Indeed, watching Mexico's newscasts these days is like tuning into the latest installment of a grisly TV crime series.

There was the hospital in Tijuana that became the scene of a deadly shootout last month, when gunmen burst through the emergency room doors to free an accomplice injured in an earlier gun battle – leaving two state officers dead and dozens of patients stunned.

Then a video on the website YouTube appeared, in which a man was beheaded next to the message "Do something for your country, kill a Zeta" – a reference to the hit men of the Gulf cartel, who authorities say are fighting the Sinaloa cartel for lucrative drug routes into the US.

And last week the stakes got even higher: the new director of the national anti-drug intelligence force was shot dead in Mexico City, followed by the deadliest gun battle in Calderón's offensive, which left 22 people dead in a shootout in Sonora state, not far from the Arizona border.

José Arturo Yáñez, a drug expert at Mexico City's Professional Police Training Institute, says that some 200 police officers have been killed in the past 16 months – the highest number ever.

It is often unclear whether they are killed because of their involvement in combating organized crime or because they are part of it.
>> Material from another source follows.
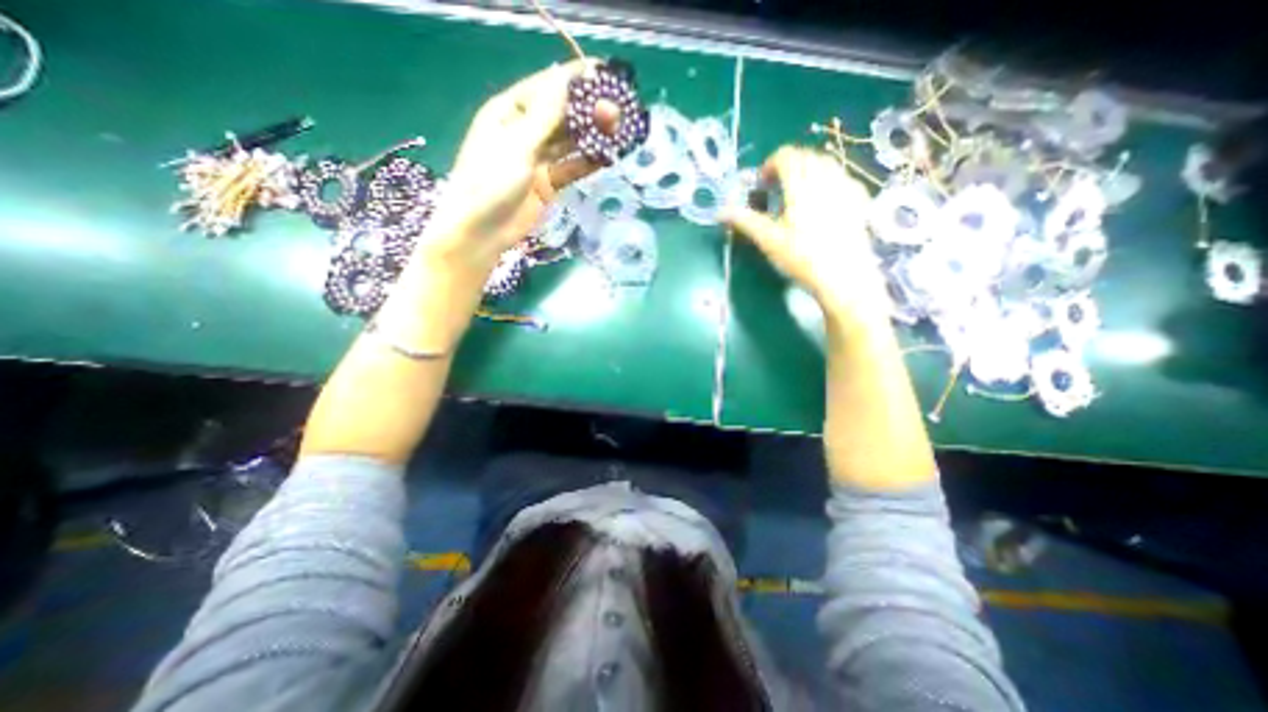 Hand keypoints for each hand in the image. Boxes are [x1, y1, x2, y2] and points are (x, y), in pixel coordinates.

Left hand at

Mexico has now become the second deadliest country for journalists after Iraq, according to Reporters Without Borders.

Last year, 2,000 people were killed in drug-related violence. This year the 1,000 mark came May 15 – two months earlier than the year before and four months earlier than in 2005.

Calderón says his administration will not be cowed. At a press conference last week, Secretary of Public Security Genaro García Luna told foreign journalists that drug traffickers are using terror to achieve impunity, much like what happened in Colombia in the late 1980s, but that they will stay on the offensive.

"We are not going to take a step backward," he said.

Calderón has urged patience and tried to keep expectations low by emphasizing that the war cannot be won easily or quickly.

After five soldiers were killed in a recent shootout, he reiterated "Unfortunately, as we know, this is going to cost us resources, it is going to take time to win this enormous battle, and I repeat, it is going to cost human lives, but it is a battle that with decisive support of the society we are going to win for the good of all Mexicans."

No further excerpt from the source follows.